Ecological monitoring is one of the ground-breaking methodologies for water monitoring introduced by the European Union Water Framework Directive (WFD) that helps to investigate species and river systems at large.
Plus points of ecological monitoring
While chemical monitoring is mainly concerned with detecting nutrients (agriculture, urban wastewater) and industrial pollutants, ecological monitoring also investigates fish, benthic invertebrates (insects, snails, worms, etc. living in water), diatoms (algae), and macrophytes (water plants) – known as Biological Quality Elements (BQEs). The collected data, including hydrological information (flow variations) and morphological details (sediments, river bed structure), are compared to pristine reference sites following which each water body is assigned with an ecological status.
Examples of Biological Quality Elements found in Georgian river ©EUWI+
Ecological monitoring networks effectively cover all areas of an entire river basin district, where they identify risks of degradation and assess the status of local water bodies (usually a few kilometres long).
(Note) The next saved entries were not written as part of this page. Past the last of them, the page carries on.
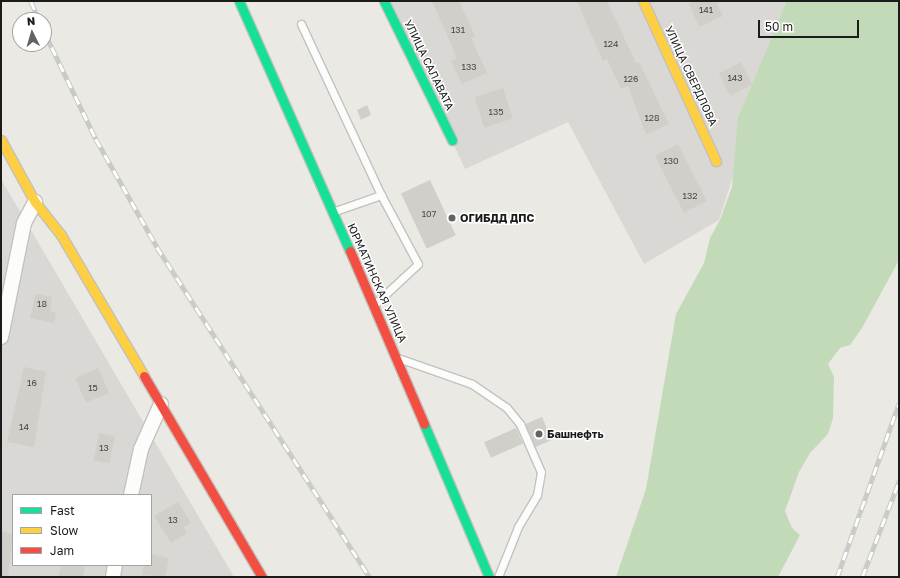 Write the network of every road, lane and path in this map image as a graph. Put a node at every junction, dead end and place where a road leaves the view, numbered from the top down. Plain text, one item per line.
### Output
1 (239, 1) edge
2 (384, 1) edge
3 (643, 1) edge
4 (301, 24) dead end
5 (1, 140) edge
6 (452, 140) dead end
7 (716, 161) dead end
8 (381, 195) junction
9 (35, 202) junction
10 (333, 212) junction
11 (374, 304) junction
12 (1, 337) edge
13 (397, 357) junction
14 (161, 404) junction
15 (131, 494) edge
16 (115, 566) edge
17 (113, 577) edge
18 (262, 577) edge
19 (489, 577) edge
20 (498, 577) edge

1 - 10 street, ЮРМАТИНСКАЯ УЛИЦА
2 - 6 street, УЛИЦА САЛАВАТА
3 - 7 street, УЛИЦА СВЕРДЛОВА
4 - 8 lane
5 - 9 street
8 - 10 lane
8 - 11 lane
9 - 12 street
9 - 14 street
10 - 11 street, ЮРМАТИНСКАЯ УЛИЦА
11 - 13 street, ЮРМАТИНСКАЯ УЛИЦА
13 - 19 street, ЮРМАТИНСКАЯ УЛИЦА
13 - 20 lane
14 - 15 street
14 - 18 street
16 - 17 street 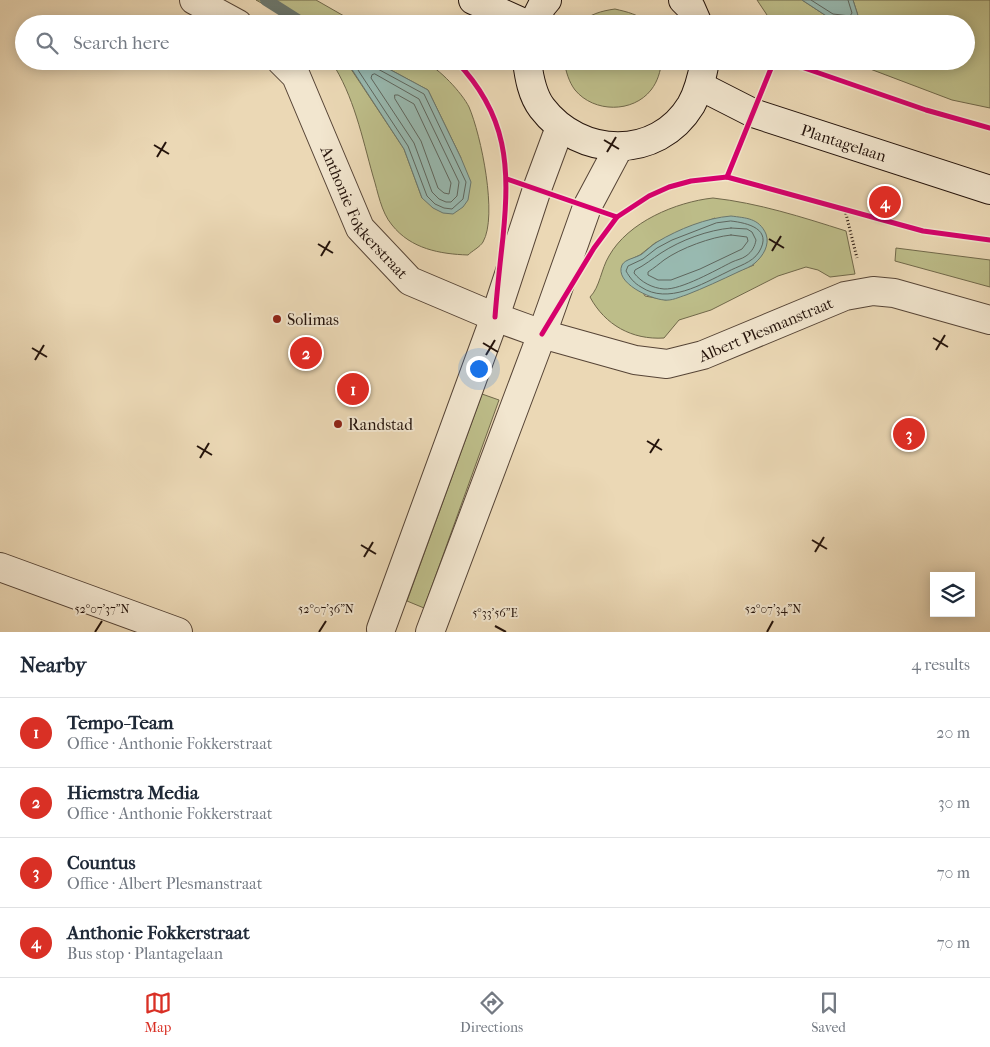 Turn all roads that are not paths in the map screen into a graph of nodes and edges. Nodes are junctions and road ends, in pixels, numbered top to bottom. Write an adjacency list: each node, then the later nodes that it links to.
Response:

In the European Union, this monitoring is regulated by the Water Framework Directive (WFD). According to the WFD, all water bodies need to reach at least “good ecological status”, the second highest level in a 5-class system.
Collecting more comprehensive information on rivers and their ecosystems
This use of BQEs and ecological status results in a very useful upgrade of conventional water quality monitoring. Investigating chemical parameters provides information about specific substances from human activities present in the water. However, especially in large and running waters, this information only represents the point in time and specific location where the sample was taken.
Fish found in the Debed river during a surface water monitoring, Armenia ©EUWI+
Examining the species compositions of different BQEs gives water managers more comprehensive information over a wider water area and a longer timespan featuring varying conditions, as these animals and plants constantly live in the river and react to any natural changes and untypical disturbances. Some BQEs are very sensitive, while others are more robust, thus their presence or absence is highly indicative of water quality. They also reflect changes in hydrology, morphology, and lateral and longitudinal connectivity with other water bodies.
Leaves and organic components from the Debed river in Armenia ©EUWI+
More informed decisions balancing societal, economic and environmental needs in Eastern Partnership countries
Regularly updated knowledge about the ecological situation in all rivers and lakes is important to justify where and when to take action on deteriorating water quality and water use, meaning informed decisions that balance societal, economic and environmental needs. The results of ecological monitoring are therefore incorporated into River Basin Management Plans, updated every six years to inform on the status of all surface and groundwaters and on priority measures for water body improvement.
In 2019, various surface water surveys were carried out in the 6 partner countries with support from the European Union Water Initiative +. Experts analysed aquatic biological communities and general chemical and physical parameters. The survey results served as an important database to develop new assessment methods in line with the WFD.